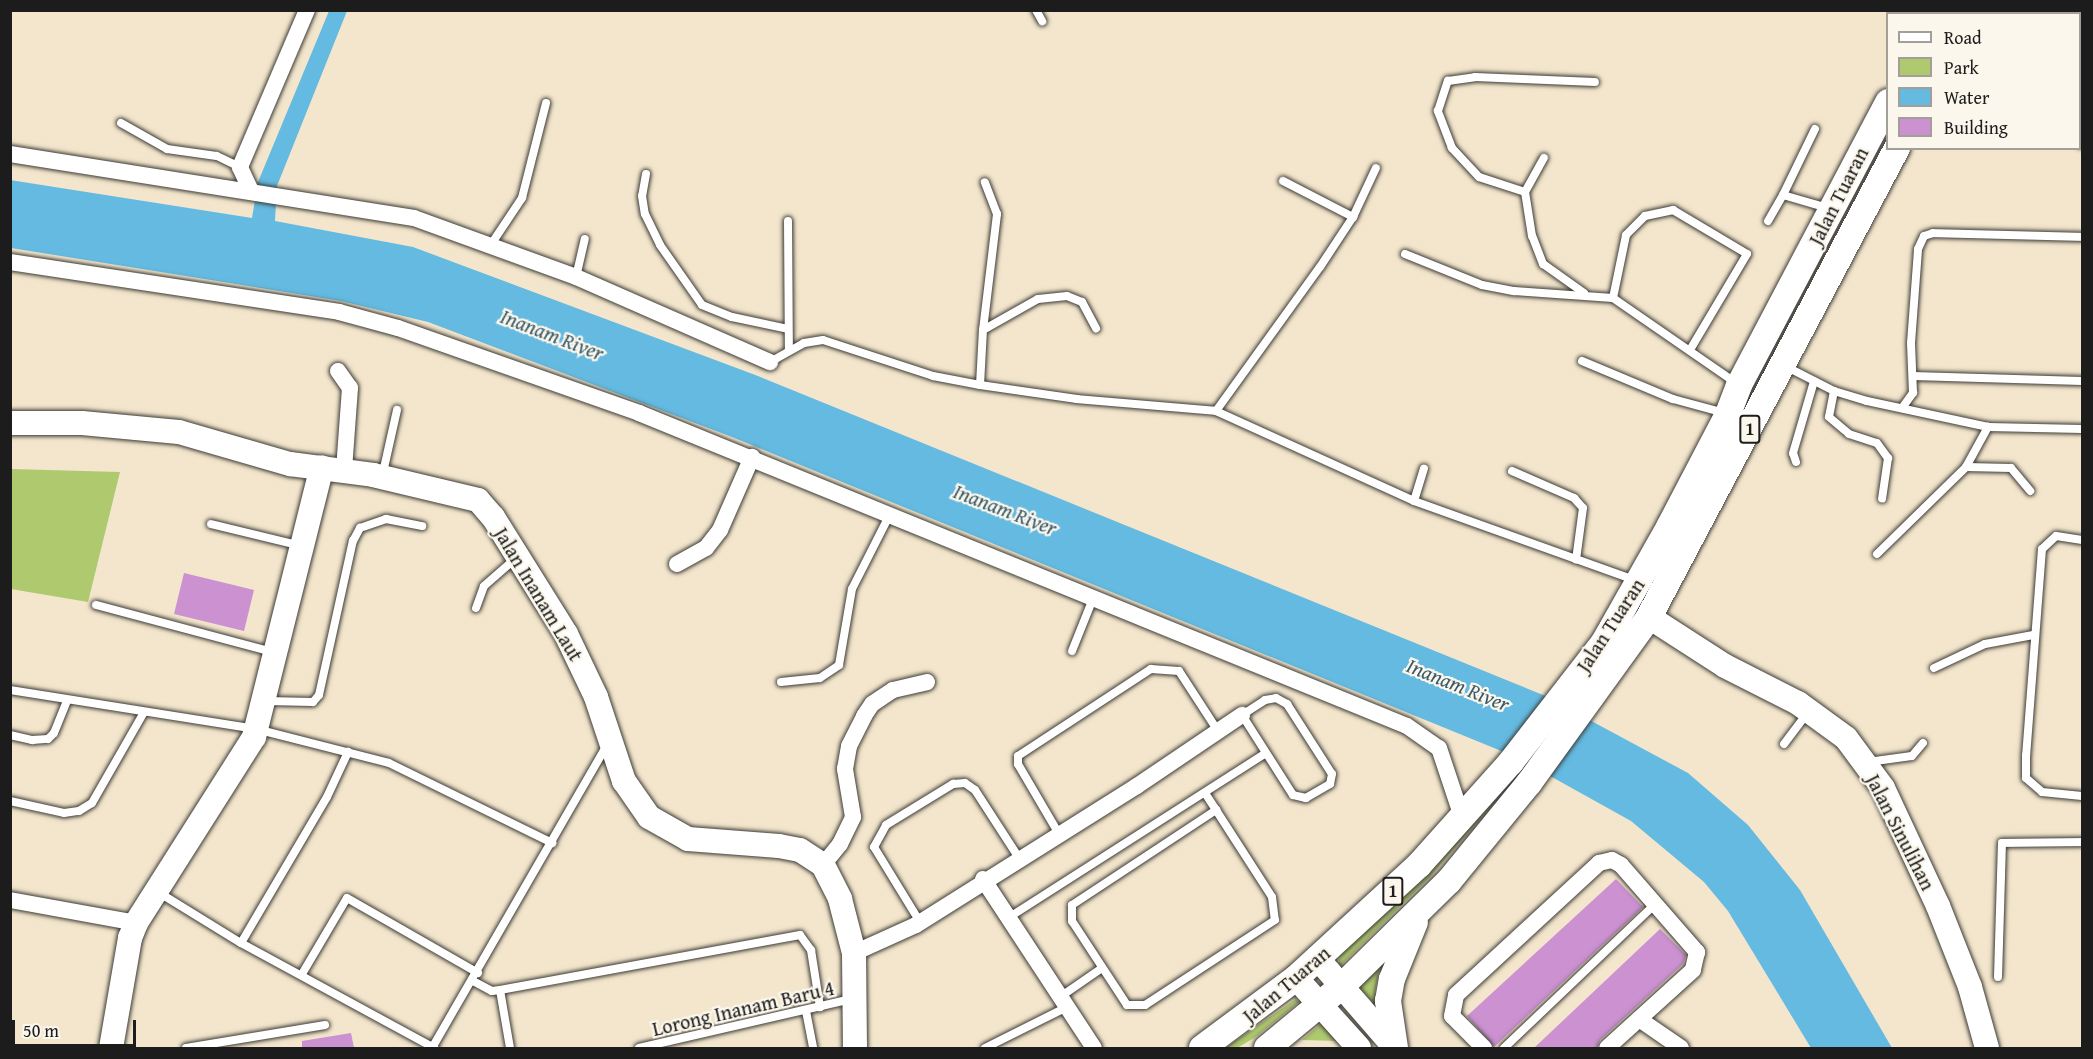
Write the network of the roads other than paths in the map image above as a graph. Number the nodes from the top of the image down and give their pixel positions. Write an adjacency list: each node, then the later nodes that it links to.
1 (307, 10): 12 (street)
2 (1036, 10): 3 (lane)
3 (1042, 21)
4 (1595, 82): 18 (lane)
5 (546, 103): 26 (lane)
6 (1886, 104): 20 (main road, Jalan Tuaran / 1)
7 (121, 123): 12 (lane)
8 (1815, 129): 19 (lane)
9 (10, 154): 17 (street)
10 (1895, 154): 20 (main road); 39 (main road, Jalan Tuaran / 1)
11 (1544, 158): 18 (lane)
12 (240, 167): 17 (street)
13 (1376, 168): 21 (lane)
14 (646, 174): 33 (lane)
15 (1283, 181): 21 (lane)
16 (985, 182): 34 (lane)
17 (251, 191): 26 (street)
18 (1525, 192): 30 (lane)
19 (1783, 195): 20 (lane); 23 (lane)
20 (1831, 210): 45 (main road, Jalan Tuaran / 1)
21 (1353, 217): 49 (lane)
22 (788, 221): 33 (lane)
23 (1768, 221)
24 (2082, 237): 41 (lane)
25 (585, 239): 29 (lane)
26 (490, 247): 29 (street)
27 (1406, 254): 30 (lane)
28 (10, 262): 54 (street)
29 (576, 277): 38 (street)
30 (1584, 293): 31 (lane)
31 (1613, 298): 36 (lane); 36 (lane)
32 (1096, 328): 34 (lane)
33 (788, 329): 35 (lane)
34 (983, 330): 44 (lane)
35 (789, 350): 38 (lane); 44 (lane)
36 (1690, 350): 45 (lane)
37 (1582, 361): 50 (lane)
38 (770, 362)
39 (1785, 366): 42 (lane); 77 (main road, Jalan Tuaran / 1)
40 (338, 371): 57 (street)
41 (1913, 375): 43 (lane); 47 (lane)
42 (1814, 381): 46 (lane); 55 (lane)
43 (2082, 381)
44 (980, 385): 49 (lane)
45 (1739, 385): 50 (main road, Jalan Tuaran / 1)
46 (1834, 391): 47 (lane); 62 (lane)
47 (1902, 408): 52 (lane)
48 (397, 410): 60 (lane)
49 (1216, 411): 63 (lane)
50 (1728, 414): 73 (main road, Jalan Tuaran / 1)
51 (10, 423): 57 (street, Jalan Inanam Laut)
52 (1988, 427): 53 (lane); 56 (lane)
53 (2082, 429)
54 (752, 457): 64 (street); 72 (street)
55 (1796, 462)
56 (1966, 467): 61 (lane); 69 (lane)
57 (333, 468): 60 (street, Jalan Inanam Laut); 68 (street)
58 (1424, 468): 63 (lane)
59 (1512, 471): 71 (lane)
60 (382, 477): 70 (street, Jalan Inanam Laut)
61 (2030, 491)
62 (1882, 500)
63 (1414, 501): 71 (lane)
64 (890, 514): 74 (street); 82 (lane)
65 (211, 524): 68 (lane)
66 (422, 526): 87 (lane)
67 (2082, 540): 78 (lane)
68 (302, 546): 80 (street)
69 (1877, 554)
70 (517, 558): 76 (lane); 94 (street, Jalan Inanam Laut)
71 (1576, 560): 73 (lane)
72 (677, 564)
73 (1640, 581): 85 (main road, Jalan Tuaran / 1)
74 (1092, 601): 79 (lane); 104 (street)
75 (96, 605): 80 (lane)
76 (476, 608)
77 (1649, 617): 85 (main road, Jalan Tuaran / 1); 88 (street, Jalan Sinulihan)
78 (2033, 635): 81 (lane); 101 (lane)
79 (1072, 651)
80 (276, 653): 87 (street)
81 (1934, 668)
82 (781, 682)
83 (927, 682): 109 (street)
84 (10, 690): 86 (lane)
85 (1579, 694): 104 (main road, Jalan Tuaran / 1); 114 (main road, Jalan Tuaran / 1)
86 (67, 700): 89 (lane); 93 (lane)
87 (263, 700): 91 (street)
88 (1809, 710): 96 (lane); 99 (street, Jalan Sinulihan)
89 (143, 714): 91 (lane); 102 (lane)
90 (1242, 715): 92 (street); 98 (lane); 98 (lane)
91 (256, 729): 97 (lane); 111 (street)
92 (1218, 731): 105 (street); 105 (lane)
93 (10, 735)
94 (610, 740): 107 (lane); 109 (street, Jalan Inanam Laut)
95 (1923, 743): 99 (lane)
96 (1784, 744)
97 (348, 752): 107 (lane); 118 (lane)
98 (1266, 753): 100 (lane)
99 (1865, 763): 153 (street, Jalan Sinulihan)
100 (1205, 793): 103 (lane); 115 (lane)
101 (2082, 796)
102 (10, 801)
103 (1216, 810): 121 (lane); 121 (lane)
104 (1462, 817): 120 (main road, Jalan Tuaran / 1)
105 (1059, 834): 108 (street)
106 (2082, 842): 124 (lane)
107 (552, 843): 122 (lane)
108 (1019, 858): 110 (street); 116 (lane)
109 (823, 865): 119 (street)
110 (983, 879): 115 (street); 116 (street)
111 (158, 892): 117 (street); 118 (lane)
112 (10, 900): 117 (street)
113 (1655, 904): 134 (street); 149 (street); 150 (lane)
114 (1419, 913): 127 (main road, Jalan Tuaran / 1); 148 (main road)
115 (1008, 918): 130 (street)
116 (920, 922): 119 (street)
117 (136, 923): 136 (street)
118 (241, 943): 123 (lane)
119 (854, 953): 129 (street)
120 (1318, 959): 125 (main road, Jalan Tuaran / 1); 127 (street)
121 (1102, 968): 130 (lane)
122 (478, 973): 123 (lane); 126 (lane)
123 (302, 974): 138 (lane)
124 (1998, 977)
125 (1296, 978): 131 (street); 145 (main road, Jalan Tuaran / 1)
126 (473, 981): 128 (lane); 138 (lane)
127 (1342, 986): 131 (main road, Jalan Tuaran / 1); 148 (street)
128 (500, 990): 132 (lane); 139 (lane)
129 (856, 999): 132 (lane, Lorong Inanam Baru 4); 142 (street)
130 (1063, 1002): 143 (lane); 144 (street)
131 (1320, 1006): 146 (main road, Jalan Tuaran / 1); 147 (street)
132 (820, 1007): 133 (lane, Lorong Inanam Baru 4)
133 (806, 1011): 140 (lane, Lorong Inanam Baru 4); 141 (lane)
134 (1639, 1019): 151 (street); 152 (street)
135 (325, 1025): 137 (lane)
136 (111, 1048)
137 (186, 1048)
138 (433, 1048)
139 (510, 1048)
140 (639, 1048)
141 (813, 1048)
142 (855, 1048)
143 (985, 1048)
144 (1094, 1048)
145 (1202, 1048)
146 (1268, 1048)
147 (1359, 1048)
148 (1395, 1048)
149 (1484, 1048)
150 (1503, 1048)
151 (1607, 1048)
152 (1681, 1048)
153 (1987, 1048)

○ ○ ○

== Task objective ==
Could you print the data exactly as it appears and keep the pictures out?

== Response box ==
Write the network of the roads other than paths in the map image above as a graph. Number the nodes from the top of the image down and give their pixel positions. Write an adjacency list: each node, then the later nodes that it links to.
1 (307, 10): 12 (street)
2 (1036, 10): 3 (lane)
3 (1042, 21)
4 (1595, 82): 18 (lane)
5 (546, 103): 26 (lane)
6 (1886, 104): 20 (main road, Jalan Tuaran / 1)
7 (121, 123): 12 (lane)
8 (1815, 129): 19 (lane)
9 (10, 154): 17 (street)
10 (1895, 154): 20 (main road); 39 (main road, Jalan Tuaran / 1)
11 (1544, 158): 18 (lane)
12 (240, 167): 17 (street)
13 (1376, 168): 21 (lane)
14 (646, 174): 33 (lane)
15 (1283, 181): 21 (lane)
16 (985, 182): 34 (lane)
17 (251, 191): 26 (street)
18 (1525, 192): 30 (lane)
19 (1783, 195): 20 (lane); 23 (lane)
20 (1831, 210): 45 (main road, Jalan Tuaran / 1)
21 (1353, 217): 49 (lane)
22 (788, 221): 33 (lane)
23 (1768, 221)
24 (2082, 237): 41 (lane)
25 (585, 239): 29 (lane)
26 (490, 247): 29 (street)
27 (1406, 254): 30 (lane)
28 (10, 262): 54 (street)
29 (576, 277): 38 (street)
30 (1584, 293): 31 (lane)
31 (1613, 298): 36 (lane); 36 (lane)
32 (1096, 328): 34 (lane)
33 (788, 329): 35 (lane)
34 (983, 330): 44 (lane)
35 (789, 350): 38 (lane); 44 (lane)
36 (1690, 350): 45 (lane)
37 (1582, 361): 50 (lane)
38 (770, 362)
39 (1785, 366): 42 (lane); 77 (main road, Jalan Tuaran / 1)
40 (338, 371): 57 (street)
41 (1913, 375): 43 (lane); 47 (lane)
42 (1814, 381): 46 (lane); 55 (lane)
43 (2082, 381)
44 (980, 385): 49 (lane)
45 (1739, 385): 50 (main road, Jalan Tuaran / 1)
46 (1834, 391): 47 (lane); 62 (lane)
47 (1902, 408): 52 (lane)
48 (397, 410): 60 (lane)
49 (1216, 411): 63 (lane)
50 (1728, 414): 73 (main road, Jalan Tuaran / 1)
51 (10, 423): 57 (street, Jalan Inanam Laut)
52 (1988, 427): 53 (lane); 56 (lane)
53 (2082, 429)
54 (752, 457): 64 (street); 72 (street)
55 (1796, 462)
56 (1966, 467): 61 (lane); 69 (lane)
57 (333, 468): 60 (street, Jalan Inanam Laut); 68 (street)
58 (1424, 468): 63 (lane)
59 (1512, 471): 71 (lane)
60 (382, 477): 70 (street, Jalan Inanam Laut)
61 (2030, 491)
62 (1882, 500)
63 (1414, 501): 71 (lane)
64 (890, 514): 74 (street); 82 (lane)
65 (211, 524): 68 (lane)
66 (422, 526): 87 (lane)
67 (2082, 540): 78 (lane)
68 (302, 546): 80 (street)
69 (1877, 554)
70 (517, 558): 76 (lane); 94 (street, Jalan Inanam Laut)
71 (1576, 560): 73 (lane)
72 (677, 564)
73 (1640, 581): 85 (main road, Jalan Tuaran / 1)
74 (1092, 601): 79 (lane); 104 (street)
75 (96, 605): 80 (lane)
76 (476, 608)
77 (1649, 617): 85 (main road, Jalan Tuaran / 1); 88 (street, Jalan Sinulihan)
78 (2033, 635): 81 (lane); 101 (lane)
79 (1072, 651)
80 (276, 653): 87 (street)
81 (1934, 668)
82 (781, 682)
83 (927, 682): 109 (street)
84 (10, 690): 86 (lane)
85 (1579, 694): 104 (main road, Jalan Tuaran / 1); 114 (main road, Jalan Tuaran / 1)
86 (67, 700): 89 (lane); 93 (lane)
87 (263, 700): 91 (street)
88 (1809, 710): 96 (lane); 99 (street, Jalan Sinulihan)
89 (143, 714): 91 (lane); 102 (lane)
90 (1242, 715): 92 (street); 98 (lane); 98 (lane)
91 (256, 729): 97 (lane); 111 (street)
92 (1218, 731): 105 (street); 105 (lane)
93 (10, 735)
94 (610, 740): 107 (lane); 109 (street, Jalan Inanam Laut)
95 (1923, 743): 99 (lane)
96 (1784, 744)
97 (348, 752): 107 (lane); 118 (lane)
98 (1266, 753): 100 (lane)
99 (1865, 763): 153 (street, Jalan Sinulihan)
100 (1205, 793): 103 (lane); 115 (lane)
101 (2082, 796)
102 (10, 801)
103 (1216, 810): 121 (lane); 121 (lane)
104 (1462, 817): 120 (main road, Jalan Tuaran / 1)
105 (1059, 834): 108 (street)
106 (2082, 842): 124 (lane)
107 (552, 843): 122 (lane)
108 (1019, 858): 110 (street); 116 (lane)
109 (823, 865): 119 (street)
110 (983, 879): 115 (street); 116 (street)
111 (158, 892): 117 (street); 118 (lane)
112 (10, 900): 117 (street)
113 (1655, 904): 134 (street); 149 (street); 150 (lane)
114 (1419, 913): 127 (main road, Jalan Tuaran / 1); 148 (main road)
115 (1008, 918): 130 (street)
116 (920, 922): 119 (street)
117 (136, 923): 136 (street)
118 (241, 943): 123 (lane)
119 (854, 953): 129 (street)
120 (1318, 959): 125 (main road, Jalan Tuaran / 1); 127 (street)
121 (1102, 968): 130 (lane)
122 (478, 973): 123 (lane); 126 (lane)
123 (302, 974): 138 (lane)
124 (1998, 977)
125 (1296, 978): 131 (street); 145 (main road, Jalan Tuaran / 1)
126 (473, 981): 128 (lane); 138 (lane)
127 (1342, 986): 131 (main road, Jalan Tuaran / 1); 148 (street)
128 (500, 990): 132 (lane); 139 (lane)
129 (856, 999): 132 (lane, Lorong Inanam Baru 4); 142 (street)
130 (1063, 1002): 143 (lane); 144 (street)
131 (1320, 1006): 146 (main road, Jalan Tuaran / 1); 147 (street)
132 (820, 1007): 133 (lane, Lorong Inanam Baru 4)
133 (806, 1011): 140 (lane, Lorong Inanam Baru 4); 141 (lane)
134 (1639, 1019): 151 (street); 152 (street)
135 (325, 1025): 137 (lane)
136 (111, 1048)
137 (186, 1048)
138 (433, 1048)
139 (510, 1048)
140 (639, 1048)
141 (813, 1048)
142 (855, 1048)
143 (985, 1048)
144 (1094, 1048)
145 (1202, 1048)
146 (1268, 1048)
147 (1359, 1048)
148 (1395, 1048)
149 (1484, 1048)
150 (1503, 1048)
151 (1607, 1048)
152 (1681, 1048)
153 (1987, 1048)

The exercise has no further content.